I gave expeditions to the DRC and CAR considerable thought. But ultimately, we declined. We didn’t have the chutzpah to get into this less-explored, and potentially dangerous, area.
I wish I had decided otherwise.
I’m not claiming that if Nat Hab had agreed to operate northern white rhino tours in 1999 the species wouldn’t be on the precipice of extinction today. But I can say this is one missed opportunity to help raise up a species that I might regret.
I can’t take back our decision, but I can keep this lesson in mind as we move forward during the next 20 years. More is often better—and bringing a critical mass of expertly guided travelers to a critical conservation destination, like we do with endangered gorillas in Uganda and Rwanda or imperiled southern white rhinos in Botswana, has a well-documented positive impact on wildlife protection.

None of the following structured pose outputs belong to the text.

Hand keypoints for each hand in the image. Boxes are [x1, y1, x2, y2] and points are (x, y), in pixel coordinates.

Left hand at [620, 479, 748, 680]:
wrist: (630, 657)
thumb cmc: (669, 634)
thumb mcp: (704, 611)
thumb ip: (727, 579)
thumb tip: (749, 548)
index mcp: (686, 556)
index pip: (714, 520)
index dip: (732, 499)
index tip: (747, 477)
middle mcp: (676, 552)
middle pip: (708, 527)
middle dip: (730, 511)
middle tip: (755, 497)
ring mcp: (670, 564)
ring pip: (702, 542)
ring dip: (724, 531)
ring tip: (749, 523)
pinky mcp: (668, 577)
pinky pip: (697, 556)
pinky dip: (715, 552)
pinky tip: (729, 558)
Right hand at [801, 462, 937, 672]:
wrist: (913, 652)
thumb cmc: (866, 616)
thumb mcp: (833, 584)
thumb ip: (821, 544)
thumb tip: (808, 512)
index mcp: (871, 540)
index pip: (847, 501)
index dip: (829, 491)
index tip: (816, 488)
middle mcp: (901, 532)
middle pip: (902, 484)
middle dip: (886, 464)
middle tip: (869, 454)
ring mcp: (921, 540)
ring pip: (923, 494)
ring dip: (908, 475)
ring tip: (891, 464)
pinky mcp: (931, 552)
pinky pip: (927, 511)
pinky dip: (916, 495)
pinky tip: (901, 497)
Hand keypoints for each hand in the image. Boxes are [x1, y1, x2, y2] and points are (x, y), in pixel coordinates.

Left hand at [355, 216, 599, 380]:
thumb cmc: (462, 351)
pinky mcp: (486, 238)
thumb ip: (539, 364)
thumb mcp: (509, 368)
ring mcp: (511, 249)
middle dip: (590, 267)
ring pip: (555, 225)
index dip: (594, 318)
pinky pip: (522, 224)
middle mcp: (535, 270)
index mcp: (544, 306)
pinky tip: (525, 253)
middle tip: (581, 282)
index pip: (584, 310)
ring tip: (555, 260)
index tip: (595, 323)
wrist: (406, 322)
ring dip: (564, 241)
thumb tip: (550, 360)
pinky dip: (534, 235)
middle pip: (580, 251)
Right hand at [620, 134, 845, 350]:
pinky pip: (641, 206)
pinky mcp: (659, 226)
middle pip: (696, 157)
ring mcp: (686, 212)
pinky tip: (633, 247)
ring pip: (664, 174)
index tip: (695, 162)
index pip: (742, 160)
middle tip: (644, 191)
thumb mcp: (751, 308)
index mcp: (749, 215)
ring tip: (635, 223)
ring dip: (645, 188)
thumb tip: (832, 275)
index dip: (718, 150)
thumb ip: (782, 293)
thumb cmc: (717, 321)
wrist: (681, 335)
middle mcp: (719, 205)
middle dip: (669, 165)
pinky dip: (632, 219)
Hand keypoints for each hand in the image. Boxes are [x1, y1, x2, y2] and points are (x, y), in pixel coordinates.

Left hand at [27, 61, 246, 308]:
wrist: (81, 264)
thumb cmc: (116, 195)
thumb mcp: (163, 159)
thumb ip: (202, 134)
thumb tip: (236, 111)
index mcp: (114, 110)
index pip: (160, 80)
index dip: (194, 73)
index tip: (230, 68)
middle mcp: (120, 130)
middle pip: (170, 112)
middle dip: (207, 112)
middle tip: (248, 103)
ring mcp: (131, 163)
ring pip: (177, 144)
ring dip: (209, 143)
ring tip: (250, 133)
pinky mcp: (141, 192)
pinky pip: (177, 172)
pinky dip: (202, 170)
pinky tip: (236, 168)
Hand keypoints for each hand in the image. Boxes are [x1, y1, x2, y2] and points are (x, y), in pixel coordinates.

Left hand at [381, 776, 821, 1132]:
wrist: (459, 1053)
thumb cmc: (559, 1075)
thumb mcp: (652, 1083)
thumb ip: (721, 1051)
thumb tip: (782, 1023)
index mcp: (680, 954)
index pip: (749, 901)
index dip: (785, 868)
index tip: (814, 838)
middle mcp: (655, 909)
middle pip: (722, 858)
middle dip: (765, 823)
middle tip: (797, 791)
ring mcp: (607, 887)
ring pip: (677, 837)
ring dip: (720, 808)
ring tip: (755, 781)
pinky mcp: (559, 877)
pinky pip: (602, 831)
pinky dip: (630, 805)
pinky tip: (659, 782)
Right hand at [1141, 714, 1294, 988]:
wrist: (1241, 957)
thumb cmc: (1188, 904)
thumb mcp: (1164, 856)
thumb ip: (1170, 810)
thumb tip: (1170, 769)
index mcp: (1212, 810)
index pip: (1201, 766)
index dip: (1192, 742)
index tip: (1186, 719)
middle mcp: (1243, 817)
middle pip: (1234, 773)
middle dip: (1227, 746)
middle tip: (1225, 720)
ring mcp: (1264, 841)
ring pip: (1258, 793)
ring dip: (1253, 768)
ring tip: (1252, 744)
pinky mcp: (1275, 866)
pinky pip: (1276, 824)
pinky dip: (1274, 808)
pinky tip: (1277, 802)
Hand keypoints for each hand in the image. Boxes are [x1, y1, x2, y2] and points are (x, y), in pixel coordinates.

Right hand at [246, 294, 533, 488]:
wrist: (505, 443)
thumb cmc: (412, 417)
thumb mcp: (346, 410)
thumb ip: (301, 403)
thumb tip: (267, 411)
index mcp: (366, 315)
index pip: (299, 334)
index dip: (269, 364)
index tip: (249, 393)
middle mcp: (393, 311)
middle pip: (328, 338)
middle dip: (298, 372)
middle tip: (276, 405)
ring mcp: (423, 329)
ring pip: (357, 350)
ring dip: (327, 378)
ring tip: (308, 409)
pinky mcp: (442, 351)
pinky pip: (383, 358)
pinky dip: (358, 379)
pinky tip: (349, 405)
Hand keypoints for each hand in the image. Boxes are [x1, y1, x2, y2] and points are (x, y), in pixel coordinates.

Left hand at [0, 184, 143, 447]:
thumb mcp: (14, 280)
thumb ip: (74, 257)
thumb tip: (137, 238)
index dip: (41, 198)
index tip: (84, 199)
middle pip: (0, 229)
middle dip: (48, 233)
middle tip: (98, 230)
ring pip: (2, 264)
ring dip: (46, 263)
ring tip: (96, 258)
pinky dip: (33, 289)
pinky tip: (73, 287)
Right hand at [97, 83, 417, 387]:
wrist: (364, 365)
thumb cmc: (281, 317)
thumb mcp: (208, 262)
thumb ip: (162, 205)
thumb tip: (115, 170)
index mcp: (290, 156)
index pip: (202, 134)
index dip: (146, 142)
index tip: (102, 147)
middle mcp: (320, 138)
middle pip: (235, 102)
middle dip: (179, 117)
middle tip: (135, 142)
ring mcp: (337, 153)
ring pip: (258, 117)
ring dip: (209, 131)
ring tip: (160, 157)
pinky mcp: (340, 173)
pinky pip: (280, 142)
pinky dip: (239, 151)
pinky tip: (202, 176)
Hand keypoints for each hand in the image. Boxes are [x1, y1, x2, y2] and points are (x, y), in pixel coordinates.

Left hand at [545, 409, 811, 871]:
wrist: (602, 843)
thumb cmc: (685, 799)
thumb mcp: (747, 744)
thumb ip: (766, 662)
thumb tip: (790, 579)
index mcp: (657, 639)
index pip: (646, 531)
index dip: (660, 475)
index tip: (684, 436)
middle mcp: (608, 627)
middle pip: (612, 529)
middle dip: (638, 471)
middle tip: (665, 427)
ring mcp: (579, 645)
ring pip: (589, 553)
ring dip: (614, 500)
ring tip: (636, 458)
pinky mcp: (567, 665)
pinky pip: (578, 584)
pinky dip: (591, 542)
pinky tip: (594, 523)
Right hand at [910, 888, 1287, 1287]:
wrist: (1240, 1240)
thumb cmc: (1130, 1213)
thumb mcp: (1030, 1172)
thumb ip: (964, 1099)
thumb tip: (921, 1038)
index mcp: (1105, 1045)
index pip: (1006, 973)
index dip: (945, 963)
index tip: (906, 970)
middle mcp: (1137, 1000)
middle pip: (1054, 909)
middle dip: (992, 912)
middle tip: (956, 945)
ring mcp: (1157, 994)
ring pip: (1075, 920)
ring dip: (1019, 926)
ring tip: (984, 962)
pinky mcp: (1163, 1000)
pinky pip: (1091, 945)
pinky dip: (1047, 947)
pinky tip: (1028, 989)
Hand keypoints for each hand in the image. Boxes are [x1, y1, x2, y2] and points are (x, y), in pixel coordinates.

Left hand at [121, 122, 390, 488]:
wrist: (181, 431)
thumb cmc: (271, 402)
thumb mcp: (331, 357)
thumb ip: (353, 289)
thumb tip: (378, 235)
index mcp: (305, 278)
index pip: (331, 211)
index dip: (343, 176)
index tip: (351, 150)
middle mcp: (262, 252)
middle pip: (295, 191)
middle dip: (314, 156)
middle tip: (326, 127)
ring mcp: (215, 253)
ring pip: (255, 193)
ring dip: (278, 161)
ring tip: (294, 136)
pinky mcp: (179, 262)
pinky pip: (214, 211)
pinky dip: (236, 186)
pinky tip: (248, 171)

Still, sometimes we need to step out of our comfort zone and try something unconventional in the hope that even a small contribution might influence conservation and benefit a struggling species. We are doing that now in a few areas, and, looking back, I wish the northern white rhino habitat was one of them.
Some destinations may prove too dangerous, and we have to take every precaution we can. But, honestly, extinction is dangerous too.